Records from a dataset —
Segment Open

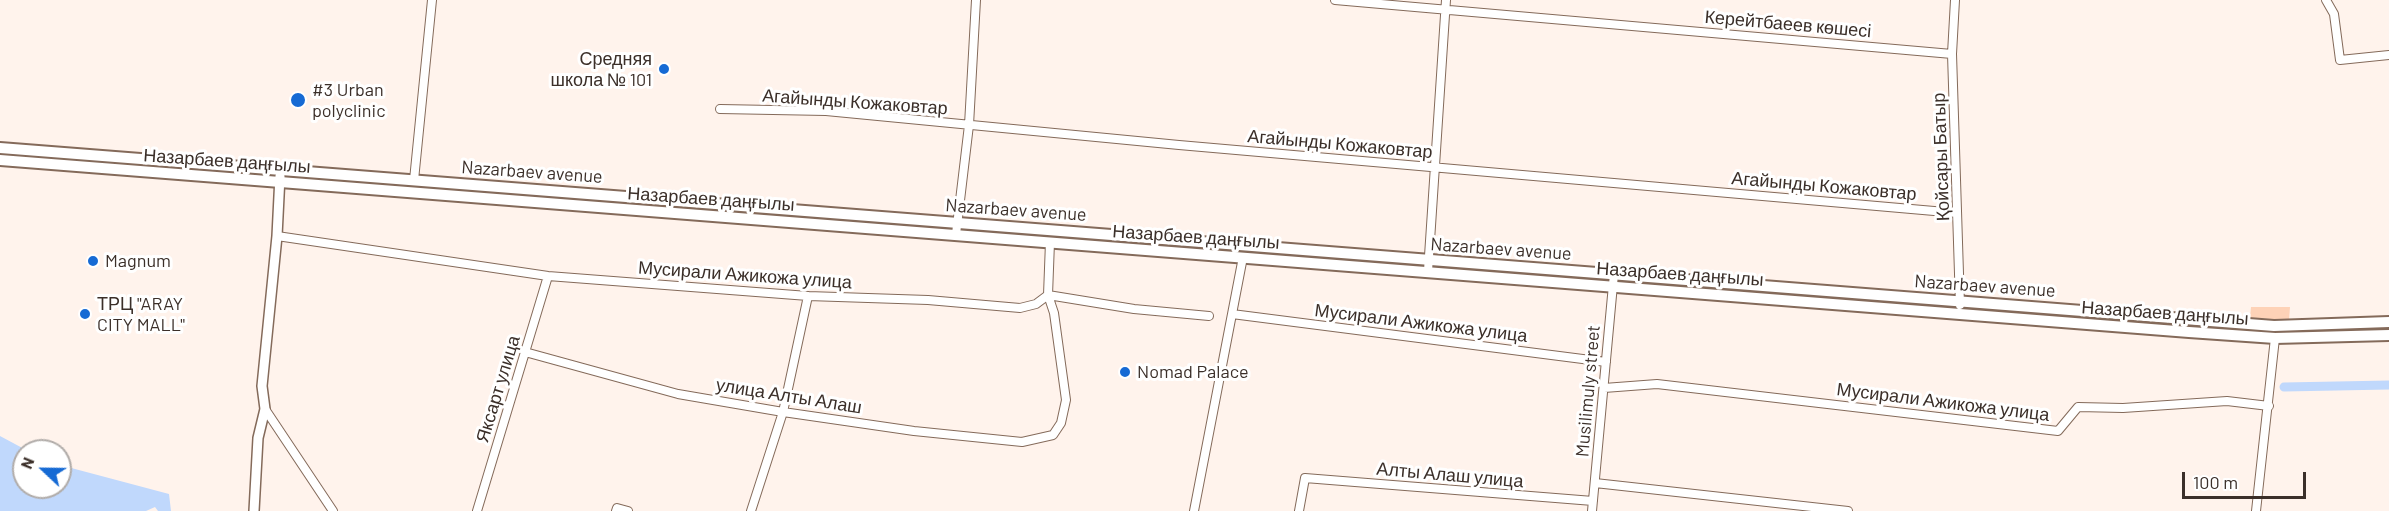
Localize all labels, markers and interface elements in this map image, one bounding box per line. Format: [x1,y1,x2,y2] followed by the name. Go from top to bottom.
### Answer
[1704,6,1872,42] street label: Керейтбаеев көшесі
[551,48,652,90] place label: Средняя школа № 101
[657,62,671,76] marker: Средняя школа № 101
[312,79,385,122] place label: #3 Urban polyclinic
[762,85,948,119] street label: Агайынды Кожаковтар
[289,91,307,109] marker: #3 Urban polyclinic
[1928,92,1954,222] street label: Қойсары Батыр
[1247,125,1433,163] street label: Агайынды Кожаковтар
[143,144,311,178] street label: Назарбаев даңғылы
[461,156,603,188] street label: Nazarbaev avenue
[1731,167,1917,205] street label: Агайынды Кожаковтар
[627,182,795,216] street label: Назарбаев даңғылы
[945,194,1087,226] street label: Nazarbaev avenue
[1112,220,1280,254] street label: Назарбаев даңғылы
[1430,233,1572,265] street label: Nazarbaev avenue
[105,250,171,272] place label: Magnum
[86,254,100,268] marker: Magnum
[637,257,853,293] street label: Мусирали Ажикожа улица
[1596,257,1764,291] street label: Назарбаев даңғылы
[1914,270,2056,302] street label: Nazarbaev avenue
[97,293,185,336] place label: ТРЦ "ARAY CITY MALL"
[2081,296,2249,330] street label: Назарбаев даңғылы
[1313,299,1529,347] street label: Мусирали Ажикожа улица
[78,307,92,321] marker: ТРЦ "ARAY CITY MALL"
[1571,324,1605,458] street label: Musilimuly street
[471,333,525,445] street label: Яксарт улица
[1137,361,1249,383] place label: Nomad Palace
[1118,365,1132,379] marker: Nomad Palace
[715,374,863,418] street label: улица Алты Алаш
[1835,378,2051,426] street label: Мусирали Ажикожа улица
[12,439,72,499] north arrow
[16,454,37,471] text: N
[1376,458,1524,492] street label: Алты Алаш улица
[2185,460,2310,498] scale bar
[2193,471,2238,493] text: 100 m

Segment Closed

What is required — Where does "Palace" appear in the records above? Copy each line that holds it.

Answer to this problem —
[1137,361,1249,383] place label: Nomad Palace
[1118,365,1132,379] marker: Nomad Palace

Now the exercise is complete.